Nothing but the records themselves, exactly as written and free of pictures, should appear in your response.

» **Task material**:
====
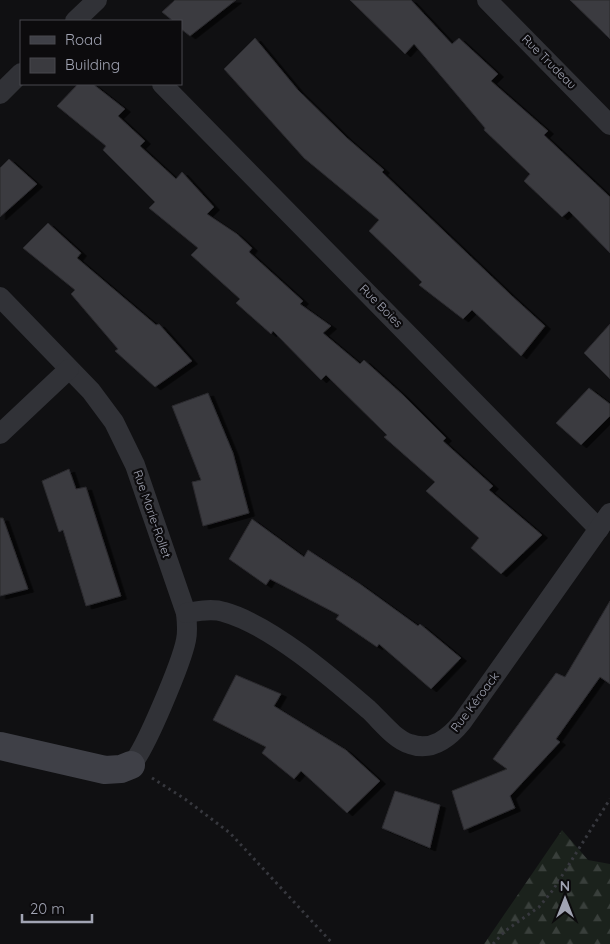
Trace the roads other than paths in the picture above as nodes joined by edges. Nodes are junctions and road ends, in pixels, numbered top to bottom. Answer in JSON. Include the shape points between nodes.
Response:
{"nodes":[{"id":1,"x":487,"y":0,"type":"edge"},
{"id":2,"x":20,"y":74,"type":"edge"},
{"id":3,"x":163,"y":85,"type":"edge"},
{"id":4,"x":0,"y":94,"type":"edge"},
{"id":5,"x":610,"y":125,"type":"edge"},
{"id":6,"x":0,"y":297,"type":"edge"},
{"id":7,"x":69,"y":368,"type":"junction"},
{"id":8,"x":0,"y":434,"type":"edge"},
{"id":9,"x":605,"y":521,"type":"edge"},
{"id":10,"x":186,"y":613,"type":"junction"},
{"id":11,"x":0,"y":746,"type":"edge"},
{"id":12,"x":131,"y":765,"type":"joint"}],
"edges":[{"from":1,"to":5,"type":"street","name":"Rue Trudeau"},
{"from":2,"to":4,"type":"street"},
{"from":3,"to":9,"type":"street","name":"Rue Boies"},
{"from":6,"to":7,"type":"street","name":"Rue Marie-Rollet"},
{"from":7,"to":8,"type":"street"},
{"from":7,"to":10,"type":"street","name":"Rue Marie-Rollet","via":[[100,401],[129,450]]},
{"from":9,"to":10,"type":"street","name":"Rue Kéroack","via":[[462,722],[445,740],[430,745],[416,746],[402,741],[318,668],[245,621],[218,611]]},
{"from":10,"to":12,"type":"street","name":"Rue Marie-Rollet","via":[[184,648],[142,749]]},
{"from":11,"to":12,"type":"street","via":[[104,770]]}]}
====
» **Solution to this problem**:
Trace the roads other than paths in the picture above as nodes joined by edges. Nodes are junctions and road ends, in pixels, numbered top to bottom. Answer in JSON. Include the shape points between nodes.
Response:
{"nodes":[{"id":1,"x":487,"y":0,"type":"edge"},
{"id":2,"x":20,"y":74,"type":"edge"},
{"id":3,"x":163,"y":85,"type":"edge"},
{"id":4,"x":0,"y":94,"type":"edge"},
{"id":5,"x":610,"y":125,"type":"edge"},
{"id":6,"x":0,"y":297,"type":"edge"},
{"id":7,"x":69,"y":368,"type":"junction"},
{"id":8,"x":0,"y":434,"type":"edge"},
{"id":9,"x":605,"y":521,"type":"edge"},
{"id":10,"x":186,"y":613,"type":"junction"},
{"id":11,"x":0,"y":746,"type":"edge"},
{"id":12,"x":131,"y":765,"type":"joint"}],
"edges":[{"from":1,"to":5,"type":"street","name":"Rue Trudeau"},
{"from":2,"to":4,"type":"street"},
{"from":3,"to":9,"type":"street","name":"Rue Boies"},
{"from":6,"to":7,"type":"street","name":"Rue Marie-Rollet"},
{"from":7,"to":8,"type":"street"},
{"from":7,"to":10,"type":"street","name":"Rue Marie-Rollet","via":[[100,401],[129,450]]},
{"from":9,"to":10,"type":"street","name":"Rue Kéroack","via":[[462,722],[445,740],[430,745],[416,746],[402,741],[318,668],[245,621],[218,611]]},
{"from":10,"to":12,"type":"street","name":"Rue Marie-Rollet","via":[[184,648],[142,749]]},
{"from":11,"to":12,"type":"street","via":[[104,770]]}]}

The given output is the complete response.